Вдруг на башне пробили часы.

- Полседьмого, - пробормотал отпускник и вздохнул. Его желудок был страшно переполнен. Теперь надо идти

в казармы...

И они пошли. Был теплый августовский вечер, в деревьях аллеи шелестел приятный ветерок.

- Тебе не холодно, мама? - бездумно спросил малыш.

- Не беспокойся, дорогой.

- А что будет с Белли? Белли был маленький пинчер.

- Я наказала горничной ходить за ним, она дает ему вкусно поесть и водит гулять...

- Передай Белли привет от меня, пусть он ведет себя хорошо... - Он пытался шутить, но голос его прерывался.

- Ты ничего не забыл, Пьер? - Вдали уже возник серый, однообразный фасад казармы. - Твой сертификат?

- Не забыл, мама.

- Ты должен еще сегодня доложить о прибытии?

- Да, сразу же.

- А завтра ты уже опять учишься? - Да!

- И ты напишешь мне?

- И ты тоже, мамочка, прошу тебя!

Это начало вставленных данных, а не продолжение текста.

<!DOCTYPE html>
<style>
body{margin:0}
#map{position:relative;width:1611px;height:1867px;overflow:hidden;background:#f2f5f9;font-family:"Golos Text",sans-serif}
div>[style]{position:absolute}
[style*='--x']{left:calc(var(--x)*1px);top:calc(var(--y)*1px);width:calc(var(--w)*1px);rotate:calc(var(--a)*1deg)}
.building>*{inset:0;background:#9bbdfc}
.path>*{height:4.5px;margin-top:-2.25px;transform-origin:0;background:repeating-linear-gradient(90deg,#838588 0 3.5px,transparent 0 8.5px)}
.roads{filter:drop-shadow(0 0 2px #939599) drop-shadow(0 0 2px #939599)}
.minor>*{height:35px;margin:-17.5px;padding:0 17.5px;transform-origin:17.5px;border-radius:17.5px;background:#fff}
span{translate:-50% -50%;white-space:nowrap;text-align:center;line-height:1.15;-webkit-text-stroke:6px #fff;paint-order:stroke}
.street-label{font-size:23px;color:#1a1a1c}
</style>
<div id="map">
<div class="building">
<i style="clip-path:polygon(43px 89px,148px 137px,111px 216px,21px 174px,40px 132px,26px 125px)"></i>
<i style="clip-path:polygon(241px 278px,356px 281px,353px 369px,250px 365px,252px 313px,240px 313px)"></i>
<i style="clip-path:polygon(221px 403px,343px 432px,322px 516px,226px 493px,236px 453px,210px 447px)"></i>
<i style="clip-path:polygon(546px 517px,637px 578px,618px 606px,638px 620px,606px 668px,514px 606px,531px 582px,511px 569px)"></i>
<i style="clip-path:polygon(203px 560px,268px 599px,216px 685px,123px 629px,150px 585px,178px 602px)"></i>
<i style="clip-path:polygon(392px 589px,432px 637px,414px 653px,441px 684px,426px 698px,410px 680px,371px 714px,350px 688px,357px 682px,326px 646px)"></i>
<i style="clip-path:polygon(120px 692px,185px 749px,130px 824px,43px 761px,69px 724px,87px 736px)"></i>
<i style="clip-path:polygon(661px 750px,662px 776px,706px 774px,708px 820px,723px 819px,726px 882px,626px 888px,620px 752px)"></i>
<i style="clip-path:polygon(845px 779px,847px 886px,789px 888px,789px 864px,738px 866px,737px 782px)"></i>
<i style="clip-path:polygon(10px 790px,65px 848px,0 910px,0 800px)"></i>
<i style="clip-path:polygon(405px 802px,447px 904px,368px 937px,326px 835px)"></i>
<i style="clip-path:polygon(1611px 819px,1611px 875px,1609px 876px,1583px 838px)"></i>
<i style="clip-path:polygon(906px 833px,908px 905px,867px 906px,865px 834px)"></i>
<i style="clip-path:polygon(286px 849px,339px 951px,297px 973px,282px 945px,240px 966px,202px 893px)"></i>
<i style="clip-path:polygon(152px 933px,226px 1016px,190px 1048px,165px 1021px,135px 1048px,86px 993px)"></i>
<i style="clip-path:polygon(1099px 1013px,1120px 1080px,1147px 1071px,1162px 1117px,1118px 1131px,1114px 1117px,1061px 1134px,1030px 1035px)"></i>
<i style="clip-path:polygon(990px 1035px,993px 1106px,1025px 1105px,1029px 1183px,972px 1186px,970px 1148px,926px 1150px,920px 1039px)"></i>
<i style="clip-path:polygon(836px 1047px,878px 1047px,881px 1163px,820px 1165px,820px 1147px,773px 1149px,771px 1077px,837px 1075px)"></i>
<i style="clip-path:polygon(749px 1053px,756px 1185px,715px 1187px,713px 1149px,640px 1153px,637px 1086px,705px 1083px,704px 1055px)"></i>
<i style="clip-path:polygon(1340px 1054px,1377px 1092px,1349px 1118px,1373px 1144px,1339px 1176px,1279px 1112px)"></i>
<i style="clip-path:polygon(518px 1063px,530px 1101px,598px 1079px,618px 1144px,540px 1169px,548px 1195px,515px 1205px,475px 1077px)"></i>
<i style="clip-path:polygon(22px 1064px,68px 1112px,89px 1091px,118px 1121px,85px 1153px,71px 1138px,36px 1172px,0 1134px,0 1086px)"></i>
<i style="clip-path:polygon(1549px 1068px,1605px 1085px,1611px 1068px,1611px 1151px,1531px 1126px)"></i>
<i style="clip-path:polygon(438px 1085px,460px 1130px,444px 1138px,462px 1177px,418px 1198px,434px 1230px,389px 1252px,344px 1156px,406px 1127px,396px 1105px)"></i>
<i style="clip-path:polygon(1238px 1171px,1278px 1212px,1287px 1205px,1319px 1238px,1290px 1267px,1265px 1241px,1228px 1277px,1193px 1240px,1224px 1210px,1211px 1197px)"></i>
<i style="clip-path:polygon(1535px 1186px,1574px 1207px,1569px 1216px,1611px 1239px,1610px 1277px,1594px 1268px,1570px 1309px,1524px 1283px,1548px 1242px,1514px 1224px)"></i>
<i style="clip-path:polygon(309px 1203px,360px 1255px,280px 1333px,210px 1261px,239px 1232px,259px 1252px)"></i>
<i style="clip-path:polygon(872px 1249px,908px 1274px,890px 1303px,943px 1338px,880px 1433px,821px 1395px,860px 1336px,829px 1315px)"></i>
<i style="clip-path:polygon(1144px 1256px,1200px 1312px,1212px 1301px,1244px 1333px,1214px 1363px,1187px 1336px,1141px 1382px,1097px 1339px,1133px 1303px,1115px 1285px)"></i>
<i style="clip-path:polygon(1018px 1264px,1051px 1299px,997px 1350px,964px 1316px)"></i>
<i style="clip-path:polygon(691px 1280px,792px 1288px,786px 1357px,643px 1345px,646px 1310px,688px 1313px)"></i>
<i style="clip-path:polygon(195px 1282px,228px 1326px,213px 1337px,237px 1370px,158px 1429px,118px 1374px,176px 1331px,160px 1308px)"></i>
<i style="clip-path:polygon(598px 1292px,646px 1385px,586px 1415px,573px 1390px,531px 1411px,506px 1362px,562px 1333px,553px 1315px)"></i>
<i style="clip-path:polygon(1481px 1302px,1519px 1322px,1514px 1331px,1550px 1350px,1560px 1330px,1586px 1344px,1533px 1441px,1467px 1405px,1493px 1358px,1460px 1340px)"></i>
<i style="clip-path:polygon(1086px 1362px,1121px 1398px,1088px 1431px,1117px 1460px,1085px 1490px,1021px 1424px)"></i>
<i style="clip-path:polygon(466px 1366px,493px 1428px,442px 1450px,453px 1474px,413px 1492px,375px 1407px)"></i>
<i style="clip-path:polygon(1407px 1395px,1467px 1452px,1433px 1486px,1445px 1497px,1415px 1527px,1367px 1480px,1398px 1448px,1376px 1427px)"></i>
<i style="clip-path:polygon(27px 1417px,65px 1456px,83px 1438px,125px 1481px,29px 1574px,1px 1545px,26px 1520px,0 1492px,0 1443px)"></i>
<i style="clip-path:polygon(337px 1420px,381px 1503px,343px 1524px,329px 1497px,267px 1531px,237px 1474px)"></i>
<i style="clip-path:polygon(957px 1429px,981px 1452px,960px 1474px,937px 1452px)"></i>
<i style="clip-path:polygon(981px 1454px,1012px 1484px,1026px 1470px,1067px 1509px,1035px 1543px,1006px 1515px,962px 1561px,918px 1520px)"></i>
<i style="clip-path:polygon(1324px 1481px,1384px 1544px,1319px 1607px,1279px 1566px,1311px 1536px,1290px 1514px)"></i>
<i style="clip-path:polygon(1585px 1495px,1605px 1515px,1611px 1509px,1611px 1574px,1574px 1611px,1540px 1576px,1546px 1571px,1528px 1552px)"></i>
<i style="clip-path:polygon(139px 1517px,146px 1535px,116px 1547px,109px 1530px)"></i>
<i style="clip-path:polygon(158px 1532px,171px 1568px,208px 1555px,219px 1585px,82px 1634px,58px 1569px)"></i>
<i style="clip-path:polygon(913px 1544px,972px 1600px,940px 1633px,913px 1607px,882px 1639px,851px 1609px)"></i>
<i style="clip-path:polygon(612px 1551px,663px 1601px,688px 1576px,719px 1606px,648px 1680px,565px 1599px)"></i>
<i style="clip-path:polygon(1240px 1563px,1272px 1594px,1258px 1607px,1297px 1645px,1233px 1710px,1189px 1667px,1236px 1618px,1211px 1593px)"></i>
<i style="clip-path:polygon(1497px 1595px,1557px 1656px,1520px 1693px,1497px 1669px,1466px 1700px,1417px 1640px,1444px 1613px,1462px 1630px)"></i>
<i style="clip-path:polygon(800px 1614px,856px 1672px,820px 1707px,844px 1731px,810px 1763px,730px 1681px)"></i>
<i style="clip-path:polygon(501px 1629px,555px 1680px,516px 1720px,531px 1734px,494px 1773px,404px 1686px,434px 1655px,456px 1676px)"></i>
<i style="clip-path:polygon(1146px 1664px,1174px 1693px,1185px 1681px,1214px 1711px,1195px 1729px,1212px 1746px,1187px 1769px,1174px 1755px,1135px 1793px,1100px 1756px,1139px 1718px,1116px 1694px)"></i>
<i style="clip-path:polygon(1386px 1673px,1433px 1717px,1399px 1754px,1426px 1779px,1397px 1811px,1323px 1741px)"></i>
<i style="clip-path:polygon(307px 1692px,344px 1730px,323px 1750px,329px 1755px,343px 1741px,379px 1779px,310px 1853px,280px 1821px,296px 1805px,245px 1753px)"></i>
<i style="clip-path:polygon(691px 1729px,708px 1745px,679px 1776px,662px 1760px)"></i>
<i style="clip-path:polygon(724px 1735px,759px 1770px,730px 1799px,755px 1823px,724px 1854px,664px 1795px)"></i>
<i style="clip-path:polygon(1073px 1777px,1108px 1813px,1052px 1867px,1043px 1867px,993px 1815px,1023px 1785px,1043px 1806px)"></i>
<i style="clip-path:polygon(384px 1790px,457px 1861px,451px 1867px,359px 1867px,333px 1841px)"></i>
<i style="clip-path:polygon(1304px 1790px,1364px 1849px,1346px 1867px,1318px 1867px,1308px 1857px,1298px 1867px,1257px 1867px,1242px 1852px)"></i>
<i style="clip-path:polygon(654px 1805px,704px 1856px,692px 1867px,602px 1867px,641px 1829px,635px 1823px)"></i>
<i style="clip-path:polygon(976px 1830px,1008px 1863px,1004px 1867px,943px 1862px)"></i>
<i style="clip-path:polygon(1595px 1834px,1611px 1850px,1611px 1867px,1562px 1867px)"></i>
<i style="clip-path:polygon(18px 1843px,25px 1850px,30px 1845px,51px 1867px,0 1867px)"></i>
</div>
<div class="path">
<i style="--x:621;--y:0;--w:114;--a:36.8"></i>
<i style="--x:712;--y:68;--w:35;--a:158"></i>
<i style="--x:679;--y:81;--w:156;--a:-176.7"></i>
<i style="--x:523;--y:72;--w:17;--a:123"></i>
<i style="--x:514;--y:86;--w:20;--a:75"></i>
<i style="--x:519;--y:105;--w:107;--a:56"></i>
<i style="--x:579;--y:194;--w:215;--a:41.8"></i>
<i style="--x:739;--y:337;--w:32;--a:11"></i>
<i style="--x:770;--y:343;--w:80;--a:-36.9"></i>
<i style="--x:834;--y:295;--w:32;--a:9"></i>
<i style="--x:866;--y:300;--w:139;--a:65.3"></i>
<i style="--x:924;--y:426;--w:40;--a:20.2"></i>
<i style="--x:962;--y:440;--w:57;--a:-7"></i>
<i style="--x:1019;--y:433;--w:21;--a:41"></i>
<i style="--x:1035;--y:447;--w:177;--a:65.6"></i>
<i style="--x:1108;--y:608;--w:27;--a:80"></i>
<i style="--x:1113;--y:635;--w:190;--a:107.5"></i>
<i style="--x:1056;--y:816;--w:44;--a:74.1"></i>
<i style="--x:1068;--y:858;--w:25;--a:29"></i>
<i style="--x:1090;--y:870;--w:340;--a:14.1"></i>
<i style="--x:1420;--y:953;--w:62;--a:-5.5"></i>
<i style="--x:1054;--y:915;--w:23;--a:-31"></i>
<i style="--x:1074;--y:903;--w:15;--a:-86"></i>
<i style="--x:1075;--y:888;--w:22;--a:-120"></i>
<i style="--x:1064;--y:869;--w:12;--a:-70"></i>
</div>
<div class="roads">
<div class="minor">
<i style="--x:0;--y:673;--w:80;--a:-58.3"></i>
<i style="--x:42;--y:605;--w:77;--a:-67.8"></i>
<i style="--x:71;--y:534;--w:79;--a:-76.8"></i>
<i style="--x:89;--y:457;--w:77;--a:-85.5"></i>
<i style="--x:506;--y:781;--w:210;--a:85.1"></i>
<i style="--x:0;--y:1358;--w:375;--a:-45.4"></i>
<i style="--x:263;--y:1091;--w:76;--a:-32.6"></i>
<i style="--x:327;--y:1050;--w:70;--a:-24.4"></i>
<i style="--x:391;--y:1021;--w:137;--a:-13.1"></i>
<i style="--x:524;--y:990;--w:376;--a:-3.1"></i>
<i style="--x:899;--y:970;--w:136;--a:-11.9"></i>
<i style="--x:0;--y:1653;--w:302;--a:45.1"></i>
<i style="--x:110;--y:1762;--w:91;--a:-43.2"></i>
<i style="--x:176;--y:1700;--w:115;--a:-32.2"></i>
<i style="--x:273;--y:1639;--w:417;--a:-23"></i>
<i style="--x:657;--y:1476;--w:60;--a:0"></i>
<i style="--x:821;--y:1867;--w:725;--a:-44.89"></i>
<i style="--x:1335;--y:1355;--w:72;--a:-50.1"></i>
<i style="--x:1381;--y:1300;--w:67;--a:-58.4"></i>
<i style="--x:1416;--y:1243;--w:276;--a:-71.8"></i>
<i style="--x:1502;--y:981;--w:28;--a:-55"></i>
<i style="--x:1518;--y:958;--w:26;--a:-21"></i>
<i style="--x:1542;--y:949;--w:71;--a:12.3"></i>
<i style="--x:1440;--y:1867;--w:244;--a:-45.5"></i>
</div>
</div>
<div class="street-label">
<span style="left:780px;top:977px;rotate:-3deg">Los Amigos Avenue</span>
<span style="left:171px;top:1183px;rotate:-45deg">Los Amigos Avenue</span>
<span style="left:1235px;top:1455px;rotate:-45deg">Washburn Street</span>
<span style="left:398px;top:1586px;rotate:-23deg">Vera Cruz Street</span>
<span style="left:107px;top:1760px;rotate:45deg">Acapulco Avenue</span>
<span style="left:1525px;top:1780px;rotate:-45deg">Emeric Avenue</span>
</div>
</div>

Сразу же как вернешься.

- Конечно, милый.

- Я думаю, письмо идет дня два.

Мать не могла отвечать; у нее перехватило горло от волнения. Они стояли прямо перед подъездом.

- Благодарю тебя, мама, за чудесный день. - Бедному мальчику было плохо; видимо, он съел слишком много. Он чувствовал сильные боли в желудке, ноги дрожали.

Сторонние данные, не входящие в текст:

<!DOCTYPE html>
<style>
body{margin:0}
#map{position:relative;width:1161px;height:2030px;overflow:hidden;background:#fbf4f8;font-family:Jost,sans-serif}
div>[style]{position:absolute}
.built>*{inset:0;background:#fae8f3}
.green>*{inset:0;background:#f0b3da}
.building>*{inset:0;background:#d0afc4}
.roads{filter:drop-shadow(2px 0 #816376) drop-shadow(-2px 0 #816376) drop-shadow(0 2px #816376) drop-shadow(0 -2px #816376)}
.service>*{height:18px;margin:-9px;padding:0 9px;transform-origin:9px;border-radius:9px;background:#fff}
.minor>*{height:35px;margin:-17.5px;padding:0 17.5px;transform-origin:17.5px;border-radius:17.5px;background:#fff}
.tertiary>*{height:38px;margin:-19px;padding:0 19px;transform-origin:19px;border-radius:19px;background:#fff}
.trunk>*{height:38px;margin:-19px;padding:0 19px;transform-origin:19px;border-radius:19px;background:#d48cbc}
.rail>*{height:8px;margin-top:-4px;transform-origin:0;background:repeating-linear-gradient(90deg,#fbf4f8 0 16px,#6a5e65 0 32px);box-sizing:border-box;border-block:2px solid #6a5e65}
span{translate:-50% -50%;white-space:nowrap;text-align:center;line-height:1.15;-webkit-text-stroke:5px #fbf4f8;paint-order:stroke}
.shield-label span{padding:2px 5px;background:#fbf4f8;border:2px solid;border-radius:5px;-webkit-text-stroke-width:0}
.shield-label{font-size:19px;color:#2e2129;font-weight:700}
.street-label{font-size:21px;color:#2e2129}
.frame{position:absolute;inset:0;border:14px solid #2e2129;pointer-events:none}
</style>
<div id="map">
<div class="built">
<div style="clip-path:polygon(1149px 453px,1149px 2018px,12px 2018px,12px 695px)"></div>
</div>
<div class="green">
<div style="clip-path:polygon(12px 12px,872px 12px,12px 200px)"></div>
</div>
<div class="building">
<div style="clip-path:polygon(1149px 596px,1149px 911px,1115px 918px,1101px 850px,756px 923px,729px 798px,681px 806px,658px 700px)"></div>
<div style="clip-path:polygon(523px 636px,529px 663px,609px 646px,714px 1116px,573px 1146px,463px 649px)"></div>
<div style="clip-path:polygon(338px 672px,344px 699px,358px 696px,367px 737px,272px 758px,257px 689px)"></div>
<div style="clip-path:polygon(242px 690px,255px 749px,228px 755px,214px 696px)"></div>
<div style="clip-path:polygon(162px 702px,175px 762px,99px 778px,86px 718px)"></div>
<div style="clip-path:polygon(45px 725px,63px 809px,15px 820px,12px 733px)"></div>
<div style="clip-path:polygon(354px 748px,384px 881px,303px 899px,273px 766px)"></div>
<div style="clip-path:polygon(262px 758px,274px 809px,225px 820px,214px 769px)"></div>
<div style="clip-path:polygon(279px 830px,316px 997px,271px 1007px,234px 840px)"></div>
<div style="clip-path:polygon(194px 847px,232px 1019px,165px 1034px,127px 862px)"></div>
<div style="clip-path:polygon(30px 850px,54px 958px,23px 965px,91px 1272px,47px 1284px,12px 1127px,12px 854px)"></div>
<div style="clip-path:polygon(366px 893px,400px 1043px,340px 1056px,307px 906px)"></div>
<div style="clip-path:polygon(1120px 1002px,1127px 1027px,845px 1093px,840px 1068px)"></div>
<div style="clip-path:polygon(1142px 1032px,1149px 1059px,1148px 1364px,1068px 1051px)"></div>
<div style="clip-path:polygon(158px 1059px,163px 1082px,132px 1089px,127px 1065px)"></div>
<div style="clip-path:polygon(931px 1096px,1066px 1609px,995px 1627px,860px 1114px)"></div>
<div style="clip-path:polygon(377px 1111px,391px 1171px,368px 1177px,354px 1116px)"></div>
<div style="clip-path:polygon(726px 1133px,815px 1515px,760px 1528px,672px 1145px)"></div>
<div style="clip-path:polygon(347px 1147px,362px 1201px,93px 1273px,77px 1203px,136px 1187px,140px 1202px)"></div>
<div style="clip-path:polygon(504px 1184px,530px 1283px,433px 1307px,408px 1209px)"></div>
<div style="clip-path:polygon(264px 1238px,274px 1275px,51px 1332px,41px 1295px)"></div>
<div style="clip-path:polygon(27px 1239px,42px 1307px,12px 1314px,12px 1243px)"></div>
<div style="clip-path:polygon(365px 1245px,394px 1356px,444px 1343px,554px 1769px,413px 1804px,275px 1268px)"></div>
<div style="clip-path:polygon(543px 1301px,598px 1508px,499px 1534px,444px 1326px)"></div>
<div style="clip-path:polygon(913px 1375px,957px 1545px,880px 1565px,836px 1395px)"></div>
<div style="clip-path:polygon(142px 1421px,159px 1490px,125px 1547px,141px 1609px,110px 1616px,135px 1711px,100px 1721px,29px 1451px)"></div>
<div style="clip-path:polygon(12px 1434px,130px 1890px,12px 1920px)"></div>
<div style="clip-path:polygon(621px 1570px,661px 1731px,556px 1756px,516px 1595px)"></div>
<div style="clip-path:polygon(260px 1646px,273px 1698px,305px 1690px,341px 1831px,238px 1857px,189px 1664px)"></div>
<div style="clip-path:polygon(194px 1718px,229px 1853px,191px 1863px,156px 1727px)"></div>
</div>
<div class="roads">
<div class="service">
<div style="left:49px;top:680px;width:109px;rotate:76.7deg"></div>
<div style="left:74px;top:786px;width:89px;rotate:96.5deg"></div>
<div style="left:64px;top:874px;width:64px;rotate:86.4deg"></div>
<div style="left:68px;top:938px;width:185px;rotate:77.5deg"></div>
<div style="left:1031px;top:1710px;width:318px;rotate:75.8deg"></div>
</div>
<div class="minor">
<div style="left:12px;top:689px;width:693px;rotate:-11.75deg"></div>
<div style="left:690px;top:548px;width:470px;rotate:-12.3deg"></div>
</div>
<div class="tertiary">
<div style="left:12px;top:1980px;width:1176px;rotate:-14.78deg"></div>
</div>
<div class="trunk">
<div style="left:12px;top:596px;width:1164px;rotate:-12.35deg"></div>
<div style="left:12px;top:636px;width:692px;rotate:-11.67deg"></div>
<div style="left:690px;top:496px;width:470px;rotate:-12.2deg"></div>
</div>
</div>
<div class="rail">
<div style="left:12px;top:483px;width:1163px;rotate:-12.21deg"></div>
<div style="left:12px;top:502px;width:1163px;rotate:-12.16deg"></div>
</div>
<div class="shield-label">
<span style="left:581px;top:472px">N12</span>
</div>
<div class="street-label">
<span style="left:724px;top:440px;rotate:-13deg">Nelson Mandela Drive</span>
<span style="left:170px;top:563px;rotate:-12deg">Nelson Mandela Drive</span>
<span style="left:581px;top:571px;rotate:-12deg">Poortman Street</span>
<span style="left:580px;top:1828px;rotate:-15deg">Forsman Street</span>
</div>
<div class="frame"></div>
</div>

- Ты бледен, - сказала госпожа Дюмон.

- Да нет. - Это была жалкая ложь. Он это знал.

Как кружилась голова! Он с трудом удержался на ногах.

- Мне и в самом деле... - Пробило семь! Они обнялись и заплакали.

- Дитя мое, - всхлипывала бедная женщина.

- Мама, через сто двадцать дней...

- Веди себя хорошо, будь здоров... - И дрожащей рукой она осенила малыша крестным знамением.

Но Пьер вырвался.

- Мама, мне надо бежать, а то меня накажут, - забормотал он. - ...Пиши мне, мама, береги Жюли и Белли. - Последний поцелуй, и он исчез.

У ворот он еще раз оглянулся. Он увидел среди сумрачных деревьев маленькую черную фигурку и быстро проглотил слезы.

И все же ему было очень худо. Он неверными шагами вошел в просторный вестибюль... он так устал...

- Дюмон! - крикнул грубый голос. Перед ним стоял унтер-офицер из караула.

- Дюмон! Черт побери, разве вы не знаете, что вы должны были доложить о прибытии?

Песнь о любви и смерти корнета Кристофа Рильке

...24 ноября 1663 года Отто фон Рильке, владелец имения Лангенау (Гренитца и Цигры), введен во владение долей в имении Линда, прежде принадлежавшем брату его Кристофу, павшему в Венгрии, однако при том условии, что он отказывается от всех и всяческих прав на означенную долю в случае, ежели брат его Кристоф (павший в чине корнета в эскадроне барона фон Пировано его импер. велич. австр. гейстерского кавалерийского полка, что прилагаемым свидетельством о смерти удостоверяется) воротится в указанное имение...

В седле, в седле, в седле, день и ночь в седле, день и ночь.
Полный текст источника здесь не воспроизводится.